Take a moment and reflect on your conversations this week. How engaged do you think your team and peers are, right now?
How do you know? And more importantly, does it even matter?
The word ‘engagement’ has become commonplace in business. And when you think of it perhaps words like happiness, feeling valued, or having a sense of achievement come to mind.
Naturally, no one wants to work somewhere that’s miserable, or where energy is low.
Morale, happiness, and a general sense of satisfaction are generally good things.
But the term that we’ve come to describe all these things - employee engagement - has become a buzzword and a process that overlooks what’s at the heart of the matter.
In my 20 years and having interviewed 1,000+ candidates for leadership or HR roles during that time I have never once been asked about the company’s engagement score.
What people do want to know is what it’s like to work for you, what makes it a great business, how you’ll support them in their careers and achieve their goals.
That’s what matters, to employees at least.
And as much as the folk who make millions in the industry built around measuring employee engagement will tell you otherwise, it doesn’t need to be complicated (or expensive).
So, this week, to help you get a sense of what engagement means to you and your business, read on:
Reflect: Reflect on this and ask yourself, what does engagement mean to you as a leader?

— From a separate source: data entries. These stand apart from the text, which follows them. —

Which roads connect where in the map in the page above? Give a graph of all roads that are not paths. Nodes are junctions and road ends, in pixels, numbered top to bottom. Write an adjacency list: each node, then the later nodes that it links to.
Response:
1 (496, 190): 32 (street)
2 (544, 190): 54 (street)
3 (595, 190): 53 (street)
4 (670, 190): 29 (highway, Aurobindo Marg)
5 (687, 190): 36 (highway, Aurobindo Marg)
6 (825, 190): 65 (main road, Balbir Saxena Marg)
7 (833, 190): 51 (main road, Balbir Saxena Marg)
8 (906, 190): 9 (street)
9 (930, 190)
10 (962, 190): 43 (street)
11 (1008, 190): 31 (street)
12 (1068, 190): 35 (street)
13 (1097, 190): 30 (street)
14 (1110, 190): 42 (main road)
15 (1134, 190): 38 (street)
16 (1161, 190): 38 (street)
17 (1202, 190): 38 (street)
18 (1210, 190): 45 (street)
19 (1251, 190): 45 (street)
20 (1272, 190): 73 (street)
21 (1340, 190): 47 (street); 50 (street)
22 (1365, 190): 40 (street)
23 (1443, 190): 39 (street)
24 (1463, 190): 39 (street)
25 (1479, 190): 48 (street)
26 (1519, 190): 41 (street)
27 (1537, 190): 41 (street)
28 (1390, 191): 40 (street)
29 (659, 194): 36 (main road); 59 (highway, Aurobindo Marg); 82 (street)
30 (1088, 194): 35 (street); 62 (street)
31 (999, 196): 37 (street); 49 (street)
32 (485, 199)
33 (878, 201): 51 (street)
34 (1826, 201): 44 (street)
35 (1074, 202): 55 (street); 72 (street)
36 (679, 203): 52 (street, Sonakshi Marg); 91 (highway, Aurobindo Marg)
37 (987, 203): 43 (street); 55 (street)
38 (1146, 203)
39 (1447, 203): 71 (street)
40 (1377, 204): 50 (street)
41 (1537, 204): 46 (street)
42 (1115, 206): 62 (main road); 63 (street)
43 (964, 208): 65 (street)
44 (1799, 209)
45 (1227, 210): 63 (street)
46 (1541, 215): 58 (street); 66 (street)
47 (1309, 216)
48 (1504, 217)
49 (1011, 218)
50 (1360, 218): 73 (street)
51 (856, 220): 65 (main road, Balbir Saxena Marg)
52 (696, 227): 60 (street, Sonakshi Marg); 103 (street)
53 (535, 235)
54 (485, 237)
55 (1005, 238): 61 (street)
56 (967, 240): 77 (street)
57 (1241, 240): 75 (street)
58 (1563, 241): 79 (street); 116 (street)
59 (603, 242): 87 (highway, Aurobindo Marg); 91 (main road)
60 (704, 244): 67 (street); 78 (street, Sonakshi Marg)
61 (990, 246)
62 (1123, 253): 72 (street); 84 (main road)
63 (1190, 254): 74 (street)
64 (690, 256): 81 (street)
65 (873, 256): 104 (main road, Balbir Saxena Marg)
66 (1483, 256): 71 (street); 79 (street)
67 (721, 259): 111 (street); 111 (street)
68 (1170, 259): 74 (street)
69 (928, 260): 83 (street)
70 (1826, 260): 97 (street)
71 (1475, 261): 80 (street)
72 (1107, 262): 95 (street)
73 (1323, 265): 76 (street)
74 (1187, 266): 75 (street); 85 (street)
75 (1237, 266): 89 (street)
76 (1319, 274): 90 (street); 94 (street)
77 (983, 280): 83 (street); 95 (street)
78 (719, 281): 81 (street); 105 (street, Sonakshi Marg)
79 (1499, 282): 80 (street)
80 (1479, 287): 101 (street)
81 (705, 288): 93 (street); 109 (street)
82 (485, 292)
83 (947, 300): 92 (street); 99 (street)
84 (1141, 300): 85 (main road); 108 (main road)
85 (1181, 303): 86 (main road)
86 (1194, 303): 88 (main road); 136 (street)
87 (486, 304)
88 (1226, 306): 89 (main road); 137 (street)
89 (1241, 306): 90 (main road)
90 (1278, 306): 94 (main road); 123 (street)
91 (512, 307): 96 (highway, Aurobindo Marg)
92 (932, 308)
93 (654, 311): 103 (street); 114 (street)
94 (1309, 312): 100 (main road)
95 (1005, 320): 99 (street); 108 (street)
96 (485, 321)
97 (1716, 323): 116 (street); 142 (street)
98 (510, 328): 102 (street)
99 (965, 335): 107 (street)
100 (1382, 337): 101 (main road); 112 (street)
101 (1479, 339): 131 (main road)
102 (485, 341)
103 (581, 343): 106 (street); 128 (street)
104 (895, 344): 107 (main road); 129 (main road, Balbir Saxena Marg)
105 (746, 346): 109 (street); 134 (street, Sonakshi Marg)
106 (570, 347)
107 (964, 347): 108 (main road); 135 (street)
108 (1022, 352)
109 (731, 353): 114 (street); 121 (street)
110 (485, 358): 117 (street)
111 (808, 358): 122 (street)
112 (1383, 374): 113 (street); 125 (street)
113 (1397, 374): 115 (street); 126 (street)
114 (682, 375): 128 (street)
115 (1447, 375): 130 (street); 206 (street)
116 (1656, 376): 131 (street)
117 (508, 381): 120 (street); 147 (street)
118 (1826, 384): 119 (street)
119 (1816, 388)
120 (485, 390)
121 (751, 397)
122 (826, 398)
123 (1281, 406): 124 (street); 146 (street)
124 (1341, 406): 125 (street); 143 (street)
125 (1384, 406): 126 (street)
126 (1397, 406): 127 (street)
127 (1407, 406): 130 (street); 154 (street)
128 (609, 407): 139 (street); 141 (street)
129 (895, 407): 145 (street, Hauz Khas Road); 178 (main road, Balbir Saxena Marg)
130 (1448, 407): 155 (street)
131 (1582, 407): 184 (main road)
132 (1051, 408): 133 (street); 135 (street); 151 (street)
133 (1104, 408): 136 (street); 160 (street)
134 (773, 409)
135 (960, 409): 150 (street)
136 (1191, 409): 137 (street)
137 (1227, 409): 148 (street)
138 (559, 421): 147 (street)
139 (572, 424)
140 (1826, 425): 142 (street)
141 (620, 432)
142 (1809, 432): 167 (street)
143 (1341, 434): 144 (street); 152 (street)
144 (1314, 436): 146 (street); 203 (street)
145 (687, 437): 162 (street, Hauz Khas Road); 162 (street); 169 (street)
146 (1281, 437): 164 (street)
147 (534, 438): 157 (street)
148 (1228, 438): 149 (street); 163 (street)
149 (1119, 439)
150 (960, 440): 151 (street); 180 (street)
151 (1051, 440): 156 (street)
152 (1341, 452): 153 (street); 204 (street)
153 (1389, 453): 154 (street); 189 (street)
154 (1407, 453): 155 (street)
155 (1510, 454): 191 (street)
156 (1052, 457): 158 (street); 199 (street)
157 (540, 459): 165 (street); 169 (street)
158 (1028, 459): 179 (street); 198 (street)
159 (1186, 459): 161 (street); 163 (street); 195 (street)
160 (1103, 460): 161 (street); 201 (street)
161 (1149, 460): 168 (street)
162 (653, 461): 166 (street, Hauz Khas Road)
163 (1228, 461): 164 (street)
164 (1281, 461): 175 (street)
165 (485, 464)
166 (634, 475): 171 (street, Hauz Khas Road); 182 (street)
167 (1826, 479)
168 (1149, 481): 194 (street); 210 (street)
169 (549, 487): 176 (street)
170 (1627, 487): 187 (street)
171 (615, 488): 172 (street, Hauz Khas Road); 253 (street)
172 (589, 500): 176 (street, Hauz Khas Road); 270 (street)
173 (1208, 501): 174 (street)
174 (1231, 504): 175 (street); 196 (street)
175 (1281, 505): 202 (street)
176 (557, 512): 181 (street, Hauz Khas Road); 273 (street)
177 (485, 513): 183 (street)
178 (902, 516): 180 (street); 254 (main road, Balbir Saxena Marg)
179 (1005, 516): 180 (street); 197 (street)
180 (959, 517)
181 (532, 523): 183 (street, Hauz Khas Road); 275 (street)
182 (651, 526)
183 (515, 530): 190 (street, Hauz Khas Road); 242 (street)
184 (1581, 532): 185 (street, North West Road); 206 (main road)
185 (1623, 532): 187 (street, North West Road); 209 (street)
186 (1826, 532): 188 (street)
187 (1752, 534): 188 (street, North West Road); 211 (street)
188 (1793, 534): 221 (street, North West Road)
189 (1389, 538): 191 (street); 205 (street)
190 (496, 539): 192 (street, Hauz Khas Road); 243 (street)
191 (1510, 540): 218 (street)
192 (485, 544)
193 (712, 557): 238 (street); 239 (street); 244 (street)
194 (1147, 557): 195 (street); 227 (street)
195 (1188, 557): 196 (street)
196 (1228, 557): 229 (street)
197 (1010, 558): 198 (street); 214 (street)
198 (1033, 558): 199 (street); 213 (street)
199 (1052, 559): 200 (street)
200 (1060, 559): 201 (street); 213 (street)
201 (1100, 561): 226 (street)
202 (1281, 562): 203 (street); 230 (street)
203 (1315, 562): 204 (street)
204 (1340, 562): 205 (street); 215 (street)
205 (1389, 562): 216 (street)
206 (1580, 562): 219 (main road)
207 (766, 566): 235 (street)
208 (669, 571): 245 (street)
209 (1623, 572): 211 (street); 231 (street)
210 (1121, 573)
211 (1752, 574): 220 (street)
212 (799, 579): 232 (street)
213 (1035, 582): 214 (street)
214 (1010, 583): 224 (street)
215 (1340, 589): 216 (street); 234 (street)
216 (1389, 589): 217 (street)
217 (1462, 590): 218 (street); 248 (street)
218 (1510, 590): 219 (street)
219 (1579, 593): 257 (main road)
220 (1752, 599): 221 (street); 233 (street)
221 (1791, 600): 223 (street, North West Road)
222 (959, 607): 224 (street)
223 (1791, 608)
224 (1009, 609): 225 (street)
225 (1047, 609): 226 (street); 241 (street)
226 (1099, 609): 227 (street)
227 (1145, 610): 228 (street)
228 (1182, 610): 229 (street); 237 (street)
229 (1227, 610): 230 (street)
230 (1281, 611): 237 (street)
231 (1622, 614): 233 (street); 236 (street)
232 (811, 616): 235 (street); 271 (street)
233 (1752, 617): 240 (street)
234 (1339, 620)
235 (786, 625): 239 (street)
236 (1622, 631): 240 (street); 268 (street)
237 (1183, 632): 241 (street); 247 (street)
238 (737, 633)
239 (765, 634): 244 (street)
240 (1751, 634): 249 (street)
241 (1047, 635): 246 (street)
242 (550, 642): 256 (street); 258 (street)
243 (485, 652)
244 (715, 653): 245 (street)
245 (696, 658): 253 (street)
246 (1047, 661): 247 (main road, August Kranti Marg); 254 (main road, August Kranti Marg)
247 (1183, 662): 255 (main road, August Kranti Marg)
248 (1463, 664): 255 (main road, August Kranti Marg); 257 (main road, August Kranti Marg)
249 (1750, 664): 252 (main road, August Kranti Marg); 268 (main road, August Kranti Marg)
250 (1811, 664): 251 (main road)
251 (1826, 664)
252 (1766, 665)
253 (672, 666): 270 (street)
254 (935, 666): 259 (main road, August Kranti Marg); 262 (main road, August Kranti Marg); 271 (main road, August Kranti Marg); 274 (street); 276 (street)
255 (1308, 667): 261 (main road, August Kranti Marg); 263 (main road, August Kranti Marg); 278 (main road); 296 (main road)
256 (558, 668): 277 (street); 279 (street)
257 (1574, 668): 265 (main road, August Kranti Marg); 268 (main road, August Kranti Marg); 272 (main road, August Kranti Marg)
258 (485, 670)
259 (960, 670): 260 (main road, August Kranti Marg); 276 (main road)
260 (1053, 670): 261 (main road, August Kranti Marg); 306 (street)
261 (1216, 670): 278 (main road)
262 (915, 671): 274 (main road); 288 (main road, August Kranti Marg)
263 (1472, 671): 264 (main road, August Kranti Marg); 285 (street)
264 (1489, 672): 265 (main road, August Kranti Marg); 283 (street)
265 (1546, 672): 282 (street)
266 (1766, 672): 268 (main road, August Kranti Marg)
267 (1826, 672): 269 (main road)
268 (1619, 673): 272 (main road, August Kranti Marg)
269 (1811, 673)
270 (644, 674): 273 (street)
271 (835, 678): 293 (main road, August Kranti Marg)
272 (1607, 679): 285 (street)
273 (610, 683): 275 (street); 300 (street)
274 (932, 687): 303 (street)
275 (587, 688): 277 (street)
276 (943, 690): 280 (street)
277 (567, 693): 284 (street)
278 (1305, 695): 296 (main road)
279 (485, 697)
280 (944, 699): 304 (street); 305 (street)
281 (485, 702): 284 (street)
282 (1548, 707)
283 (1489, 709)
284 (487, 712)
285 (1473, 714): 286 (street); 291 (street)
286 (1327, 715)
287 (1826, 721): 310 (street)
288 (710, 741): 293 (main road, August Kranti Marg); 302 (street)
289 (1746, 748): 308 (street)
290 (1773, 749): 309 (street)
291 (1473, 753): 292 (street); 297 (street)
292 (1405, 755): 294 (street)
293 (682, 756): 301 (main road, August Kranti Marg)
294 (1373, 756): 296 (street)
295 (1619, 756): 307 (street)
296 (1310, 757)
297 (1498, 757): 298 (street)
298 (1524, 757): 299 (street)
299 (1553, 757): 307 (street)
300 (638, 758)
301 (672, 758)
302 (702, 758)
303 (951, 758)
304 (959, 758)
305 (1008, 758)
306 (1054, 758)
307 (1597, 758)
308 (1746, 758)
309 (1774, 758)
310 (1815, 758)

Define: From their research, Great Place To Work® suggests that the following are good drivers of an engaged team:
Skills training and professional development opportunities
Clear career progression plan and achievement milestones
Managers who provide constructive feedback, solicit feedback and listen to employees’ needs and aspirations
Managers that appropriately distribute workloads and recognize and reward outstanding employees
Work environments that give employees the freedom to work in the way that’s best for them
This is a generic list, so think about your business. Start with a blank sheet of paper and as a Board, answer these three questions.
What are the drivers of an engaged team in your business?
How do you know?
What will tell you if you have it?
Talk and listen: If your business is losing customers by the second you don’t look at your annual customer satisfaction survey to find out why.
You talk to your customers, find out what’s going on with them, get close, and understand where they’re at. You ask them how they are, and what’s going on in their world, and make time to listen.
The same goes for employees. You don’t need a survey to really listen to your team and find out what’s going on with them on a single day in a year.
What two questions could you and your peers ask regularly, to check in with your team and get a sense of how they are?
Analyse: If you already have an engagement system in place, overlay your business performance data with your engagement scores.
Do both track in the same direction and with a similar correlation?
What insight can you draw?
Get personal: An annual survey will give you an expensive one-time snapshot of how people feel on a given day. By the time it has been analysed and presented it is likely weeks or months out of date.
Instead, on each occasion you meet your team try following these three steps:
“How are you feeling about work on a scale of 1-10?”
Write it down each time. After a week or a month, tally up the scores and calculate a rough average for each person.
Let’s say that most of your team averages a 7/10. Share with them what you noticed and ask if it feels accurate. If so, explore with them what would have made it a 10/10. What would have been different? What would they like more of or less of?
Act: Research by Gallup shows that only 8% of employees agree that their organization takes action as a result of their employee surveys. Whether or not this stems from action not taken or action not communicated is unclear, but for your team, the perspective will be the same.
Ask yourself:
Where are you not taking responsibility for something that could influence a positive change for your team?
Who do you need to engage with to initiate it?
What could you communicate to your team, right now?